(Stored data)
################
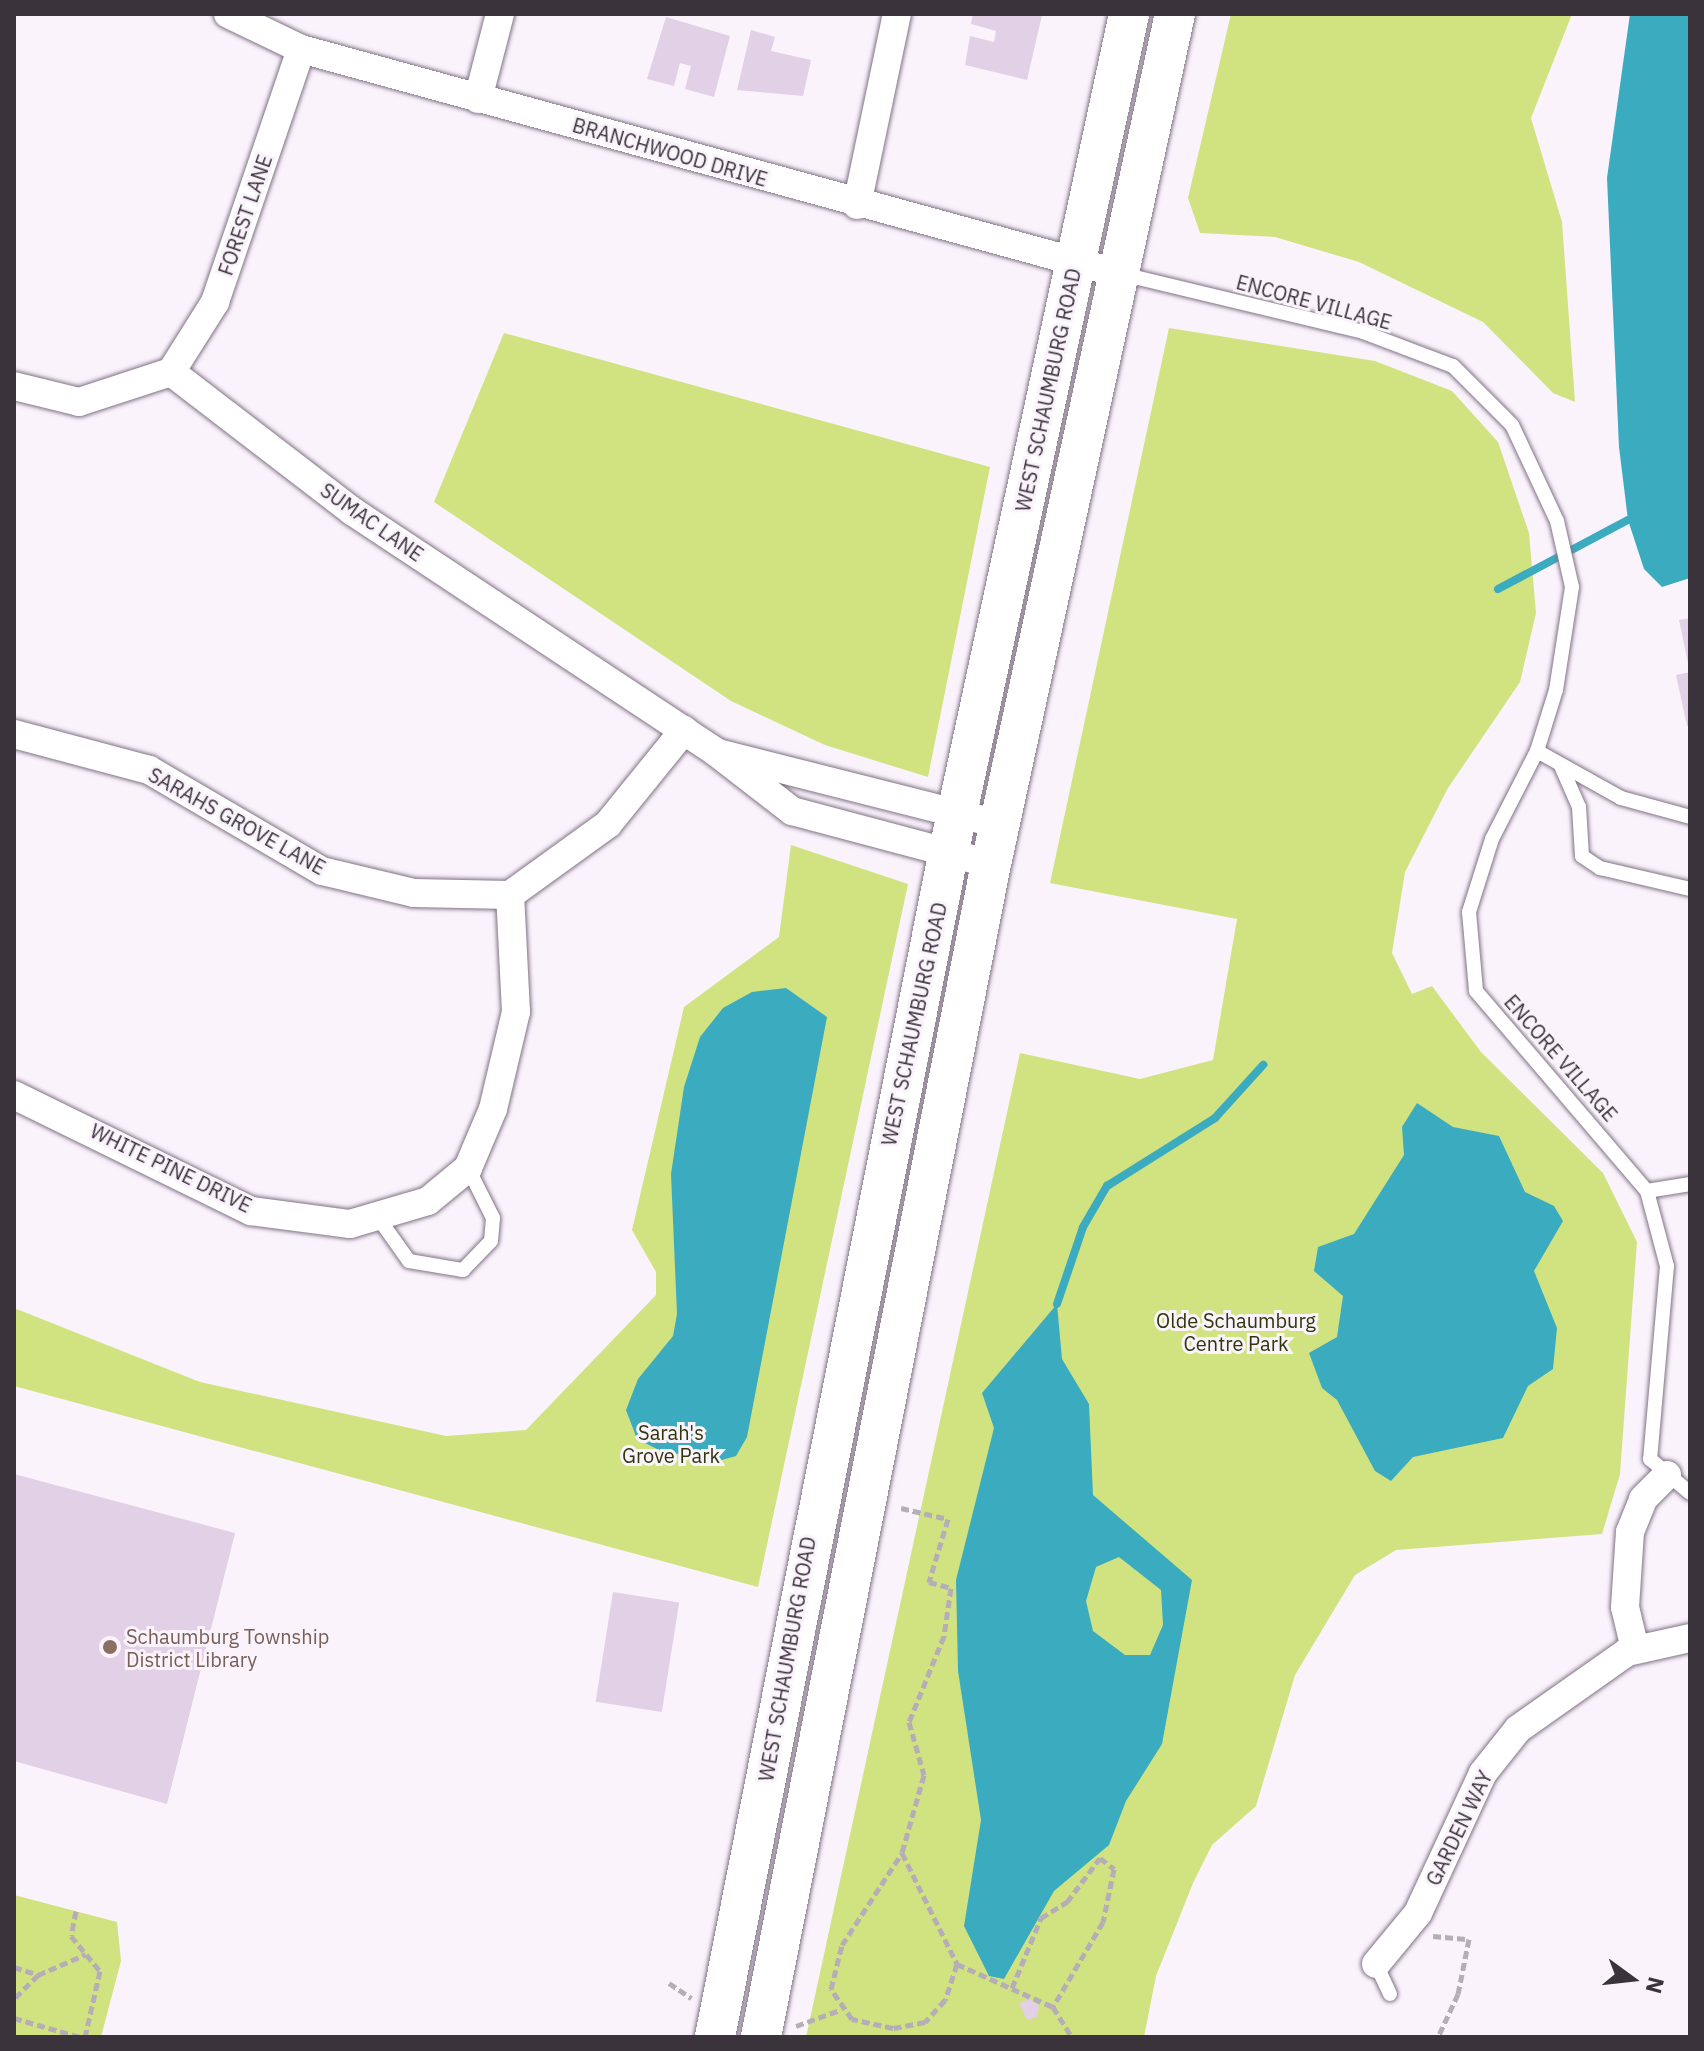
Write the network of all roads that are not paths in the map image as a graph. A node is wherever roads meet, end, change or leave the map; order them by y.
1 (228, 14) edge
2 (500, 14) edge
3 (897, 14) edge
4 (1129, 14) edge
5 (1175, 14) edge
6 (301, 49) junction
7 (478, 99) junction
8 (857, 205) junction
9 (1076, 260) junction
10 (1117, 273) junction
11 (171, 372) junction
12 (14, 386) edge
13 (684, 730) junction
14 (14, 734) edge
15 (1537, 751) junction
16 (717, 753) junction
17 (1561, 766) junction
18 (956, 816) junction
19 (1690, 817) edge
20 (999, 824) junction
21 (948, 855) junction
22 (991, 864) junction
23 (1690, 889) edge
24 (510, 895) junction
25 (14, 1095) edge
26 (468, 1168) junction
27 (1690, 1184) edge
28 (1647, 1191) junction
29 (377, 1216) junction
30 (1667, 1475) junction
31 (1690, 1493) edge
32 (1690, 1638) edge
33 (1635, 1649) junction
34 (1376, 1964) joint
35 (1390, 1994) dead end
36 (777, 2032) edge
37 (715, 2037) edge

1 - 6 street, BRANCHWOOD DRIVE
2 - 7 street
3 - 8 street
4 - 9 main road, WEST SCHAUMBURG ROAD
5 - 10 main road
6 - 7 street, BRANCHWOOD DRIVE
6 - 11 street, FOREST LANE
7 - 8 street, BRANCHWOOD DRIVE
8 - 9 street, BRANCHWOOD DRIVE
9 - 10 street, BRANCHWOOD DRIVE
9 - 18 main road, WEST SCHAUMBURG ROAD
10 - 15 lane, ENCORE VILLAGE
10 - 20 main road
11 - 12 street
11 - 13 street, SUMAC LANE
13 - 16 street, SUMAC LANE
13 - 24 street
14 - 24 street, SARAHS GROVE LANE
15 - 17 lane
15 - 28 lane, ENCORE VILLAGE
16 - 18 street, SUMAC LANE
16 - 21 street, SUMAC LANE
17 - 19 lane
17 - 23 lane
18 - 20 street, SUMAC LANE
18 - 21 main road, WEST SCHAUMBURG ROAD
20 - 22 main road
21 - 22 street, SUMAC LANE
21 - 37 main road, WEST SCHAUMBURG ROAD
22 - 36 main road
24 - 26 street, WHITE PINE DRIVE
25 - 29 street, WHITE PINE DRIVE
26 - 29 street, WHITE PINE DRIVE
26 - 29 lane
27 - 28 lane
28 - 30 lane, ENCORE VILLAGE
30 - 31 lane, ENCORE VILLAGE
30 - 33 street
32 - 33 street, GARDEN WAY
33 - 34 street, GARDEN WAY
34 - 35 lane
################
** Task brief **
Tell how many lines in the data hold the string "main", giving the number by itself.

** Solution below **
8